Pirate (latin pirata, grec peiratês)

Aventurier qui courait les mers pour se livrer au brigandage, attaquant les navires de commerce.
Personne qui commet un acte de piraterie.

Parfois, il est intéressant d’examiner une définition de plus près, même lorsqu’il s’agit d’un terme commun. Elle reflète souvent notre vision du monde. En effet, selon le décorticage sémantique du Larousse, il y a pirate et pirate. Il y a les méchants, autrement dit les criminels qui s’adonnent au vol et à l’escroquerie. Et il y a les pirates des temps anciens (Notez le verbe courir à l’imparfait !), ceux que nous valorisons en les considérant comme des « aventuriers » des mers. C’est certainement aussi pour cette raison que l’on trouve à côté des nombreux synonymes péjoratifs tels que les termes bandits, canailles, brigands, arnaqueurs, escrocs, fripouilles, requins ou vautours des métaphores aux connotations romantiques. Dans ce cas, on préférera les écumeurs des mers ou les frères de la côte.

En y réfléchissant, le Larousse a raison.
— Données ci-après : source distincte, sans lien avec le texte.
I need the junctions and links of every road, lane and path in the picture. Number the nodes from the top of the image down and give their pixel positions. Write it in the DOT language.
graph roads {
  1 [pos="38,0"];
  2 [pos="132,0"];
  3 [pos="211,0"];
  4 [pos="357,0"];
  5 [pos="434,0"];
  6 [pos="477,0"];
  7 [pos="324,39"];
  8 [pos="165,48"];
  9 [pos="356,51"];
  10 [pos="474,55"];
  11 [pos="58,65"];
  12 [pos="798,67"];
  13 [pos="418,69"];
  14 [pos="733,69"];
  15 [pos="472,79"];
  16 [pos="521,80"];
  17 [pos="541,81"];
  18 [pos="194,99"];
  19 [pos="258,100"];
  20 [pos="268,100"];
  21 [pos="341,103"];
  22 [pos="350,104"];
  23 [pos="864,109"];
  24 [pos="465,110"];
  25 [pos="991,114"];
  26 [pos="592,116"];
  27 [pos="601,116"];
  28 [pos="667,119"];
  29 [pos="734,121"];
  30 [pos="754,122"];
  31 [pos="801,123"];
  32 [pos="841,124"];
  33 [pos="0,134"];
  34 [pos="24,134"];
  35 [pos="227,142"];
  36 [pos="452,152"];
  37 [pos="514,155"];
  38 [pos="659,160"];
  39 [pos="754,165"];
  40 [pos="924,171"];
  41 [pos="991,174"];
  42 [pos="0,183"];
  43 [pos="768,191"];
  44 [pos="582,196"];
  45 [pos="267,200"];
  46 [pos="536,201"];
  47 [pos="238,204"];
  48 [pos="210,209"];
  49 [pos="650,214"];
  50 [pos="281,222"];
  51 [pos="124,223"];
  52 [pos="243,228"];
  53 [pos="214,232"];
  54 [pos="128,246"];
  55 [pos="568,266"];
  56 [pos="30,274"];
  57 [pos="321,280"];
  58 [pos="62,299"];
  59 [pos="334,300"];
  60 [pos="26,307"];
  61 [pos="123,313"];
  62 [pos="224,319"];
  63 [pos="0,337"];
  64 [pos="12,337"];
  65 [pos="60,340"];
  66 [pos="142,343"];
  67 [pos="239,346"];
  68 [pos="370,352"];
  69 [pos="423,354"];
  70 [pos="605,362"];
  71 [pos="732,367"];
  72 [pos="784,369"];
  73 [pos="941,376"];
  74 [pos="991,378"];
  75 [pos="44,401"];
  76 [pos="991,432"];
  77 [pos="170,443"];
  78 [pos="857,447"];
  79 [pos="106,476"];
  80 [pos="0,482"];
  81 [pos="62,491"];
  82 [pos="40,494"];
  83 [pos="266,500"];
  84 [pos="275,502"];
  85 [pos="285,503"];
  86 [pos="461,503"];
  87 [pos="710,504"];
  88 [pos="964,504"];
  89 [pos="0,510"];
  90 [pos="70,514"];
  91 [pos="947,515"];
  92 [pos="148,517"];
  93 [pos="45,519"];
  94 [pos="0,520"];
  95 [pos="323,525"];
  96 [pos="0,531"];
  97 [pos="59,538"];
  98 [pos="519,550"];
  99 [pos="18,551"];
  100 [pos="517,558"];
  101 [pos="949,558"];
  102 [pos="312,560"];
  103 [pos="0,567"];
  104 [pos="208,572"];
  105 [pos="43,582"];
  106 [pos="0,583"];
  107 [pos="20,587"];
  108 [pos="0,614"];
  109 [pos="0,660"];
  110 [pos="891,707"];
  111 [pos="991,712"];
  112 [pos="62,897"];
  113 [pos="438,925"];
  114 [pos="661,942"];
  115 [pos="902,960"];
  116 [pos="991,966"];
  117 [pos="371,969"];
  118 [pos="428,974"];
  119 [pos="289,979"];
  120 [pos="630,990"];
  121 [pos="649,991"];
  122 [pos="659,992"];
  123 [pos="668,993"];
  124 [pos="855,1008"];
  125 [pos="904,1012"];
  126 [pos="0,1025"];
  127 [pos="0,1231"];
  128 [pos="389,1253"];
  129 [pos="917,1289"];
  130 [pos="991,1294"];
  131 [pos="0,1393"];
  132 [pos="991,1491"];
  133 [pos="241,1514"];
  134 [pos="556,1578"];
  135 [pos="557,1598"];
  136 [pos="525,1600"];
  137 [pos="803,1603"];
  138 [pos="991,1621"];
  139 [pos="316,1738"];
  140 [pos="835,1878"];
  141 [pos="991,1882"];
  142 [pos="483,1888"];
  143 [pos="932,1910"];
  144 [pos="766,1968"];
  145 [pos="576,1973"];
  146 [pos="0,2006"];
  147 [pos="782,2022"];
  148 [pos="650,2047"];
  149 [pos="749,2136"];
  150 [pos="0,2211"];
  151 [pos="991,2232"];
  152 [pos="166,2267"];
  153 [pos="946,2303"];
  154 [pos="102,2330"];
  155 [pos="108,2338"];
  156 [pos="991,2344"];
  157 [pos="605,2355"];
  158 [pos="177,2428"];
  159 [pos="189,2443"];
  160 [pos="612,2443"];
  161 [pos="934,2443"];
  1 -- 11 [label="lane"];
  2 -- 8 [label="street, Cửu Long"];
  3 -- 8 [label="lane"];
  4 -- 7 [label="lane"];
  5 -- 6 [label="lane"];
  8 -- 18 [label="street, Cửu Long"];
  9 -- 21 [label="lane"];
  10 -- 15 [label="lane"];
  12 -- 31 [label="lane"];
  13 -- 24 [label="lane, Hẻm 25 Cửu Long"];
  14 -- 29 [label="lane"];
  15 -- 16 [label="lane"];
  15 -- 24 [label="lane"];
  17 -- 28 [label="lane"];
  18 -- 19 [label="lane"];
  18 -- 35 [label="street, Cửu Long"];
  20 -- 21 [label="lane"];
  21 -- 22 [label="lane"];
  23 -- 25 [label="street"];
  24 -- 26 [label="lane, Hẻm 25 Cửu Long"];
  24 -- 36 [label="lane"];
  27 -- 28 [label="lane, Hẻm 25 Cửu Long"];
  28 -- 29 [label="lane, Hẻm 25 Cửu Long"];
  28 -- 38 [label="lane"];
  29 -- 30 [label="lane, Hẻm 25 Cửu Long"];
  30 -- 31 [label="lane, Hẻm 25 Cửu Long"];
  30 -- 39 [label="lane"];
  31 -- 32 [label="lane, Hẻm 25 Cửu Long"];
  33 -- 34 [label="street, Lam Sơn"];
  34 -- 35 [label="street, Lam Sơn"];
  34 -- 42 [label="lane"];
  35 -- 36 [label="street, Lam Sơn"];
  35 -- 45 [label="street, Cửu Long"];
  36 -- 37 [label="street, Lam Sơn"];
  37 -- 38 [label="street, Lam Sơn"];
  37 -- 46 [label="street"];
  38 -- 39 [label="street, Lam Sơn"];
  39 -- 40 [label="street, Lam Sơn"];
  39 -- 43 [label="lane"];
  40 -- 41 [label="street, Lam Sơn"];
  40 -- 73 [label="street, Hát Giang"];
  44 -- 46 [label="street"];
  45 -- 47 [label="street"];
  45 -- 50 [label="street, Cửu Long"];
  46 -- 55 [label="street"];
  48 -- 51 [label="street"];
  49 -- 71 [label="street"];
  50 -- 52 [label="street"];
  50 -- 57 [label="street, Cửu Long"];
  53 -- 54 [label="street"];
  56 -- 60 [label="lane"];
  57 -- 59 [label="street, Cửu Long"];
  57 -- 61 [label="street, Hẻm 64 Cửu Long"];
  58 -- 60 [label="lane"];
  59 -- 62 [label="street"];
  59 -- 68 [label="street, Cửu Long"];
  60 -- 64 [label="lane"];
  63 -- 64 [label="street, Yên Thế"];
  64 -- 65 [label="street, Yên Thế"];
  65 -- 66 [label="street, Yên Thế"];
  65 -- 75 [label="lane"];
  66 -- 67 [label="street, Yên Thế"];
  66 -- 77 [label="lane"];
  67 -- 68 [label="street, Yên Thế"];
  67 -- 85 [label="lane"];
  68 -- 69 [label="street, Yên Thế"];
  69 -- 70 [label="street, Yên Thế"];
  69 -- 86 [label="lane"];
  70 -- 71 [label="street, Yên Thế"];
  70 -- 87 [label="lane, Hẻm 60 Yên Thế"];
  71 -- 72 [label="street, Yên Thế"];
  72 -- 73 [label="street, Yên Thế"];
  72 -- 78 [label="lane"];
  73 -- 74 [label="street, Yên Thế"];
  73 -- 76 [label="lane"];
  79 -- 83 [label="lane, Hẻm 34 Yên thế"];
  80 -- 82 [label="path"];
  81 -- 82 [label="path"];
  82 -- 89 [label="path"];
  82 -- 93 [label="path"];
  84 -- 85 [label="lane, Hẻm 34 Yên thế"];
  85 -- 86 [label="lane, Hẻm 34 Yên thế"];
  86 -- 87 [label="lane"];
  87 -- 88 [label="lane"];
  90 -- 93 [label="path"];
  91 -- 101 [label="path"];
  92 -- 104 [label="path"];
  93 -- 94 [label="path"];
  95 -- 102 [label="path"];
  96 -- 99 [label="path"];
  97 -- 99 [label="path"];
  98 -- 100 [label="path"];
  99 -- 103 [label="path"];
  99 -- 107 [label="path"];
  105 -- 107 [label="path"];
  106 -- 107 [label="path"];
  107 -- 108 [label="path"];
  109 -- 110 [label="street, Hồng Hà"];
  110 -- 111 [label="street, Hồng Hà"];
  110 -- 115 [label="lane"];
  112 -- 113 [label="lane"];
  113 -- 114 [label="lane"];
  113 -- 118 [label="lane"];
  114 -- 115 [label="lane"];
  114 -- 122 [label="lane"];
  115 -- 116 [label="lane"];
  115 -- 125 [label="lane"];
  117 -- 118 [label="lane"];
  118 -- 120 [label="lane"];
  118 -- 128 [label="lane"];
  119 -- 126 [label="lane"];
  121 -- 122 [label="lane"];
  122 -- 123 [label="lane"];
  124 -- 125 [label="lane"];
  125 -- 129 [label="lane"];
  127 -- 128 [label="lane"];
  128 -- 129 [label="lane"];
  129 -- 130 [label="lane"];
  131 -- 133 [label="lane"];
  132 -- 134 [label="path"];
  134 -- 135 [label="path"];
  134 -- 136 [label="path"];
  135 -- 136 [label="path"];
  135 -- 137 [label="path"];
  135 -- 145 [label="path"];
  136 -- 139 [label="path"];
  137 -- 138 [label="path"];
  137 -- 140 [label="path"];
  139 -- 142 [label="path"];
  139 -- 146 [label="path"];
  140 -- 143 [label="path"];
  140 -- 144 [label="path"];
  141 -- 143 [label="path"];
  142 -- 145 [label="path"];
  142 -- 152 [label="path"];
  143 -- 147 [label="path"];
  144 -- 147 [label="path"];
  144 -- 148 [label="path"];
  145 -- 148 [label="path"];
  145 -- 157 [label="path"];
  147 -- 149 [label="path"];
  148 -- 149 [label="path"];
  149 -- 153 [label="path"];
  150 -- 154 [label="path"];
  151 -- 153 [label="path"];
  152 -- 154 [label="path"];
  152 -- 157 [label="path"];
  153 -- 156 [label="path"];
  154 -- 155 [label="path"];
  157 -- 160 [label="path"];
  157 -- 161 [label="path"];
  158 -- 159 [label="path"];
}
Vu le nombre de romans, de films et de spectacles offrant une image stéréotype du monde de Jack Sparrow, il est clair que les pirates d’autrefois nous fascinent encore. Leur côté hors-la-loi nous projette dans un monde de liberté et d’aventure en contraste complet avec notre vie très carrée et surtout très cosy. N’oublions pas non plus toutes les légendes qui en ont fait des figures de proue mythiques.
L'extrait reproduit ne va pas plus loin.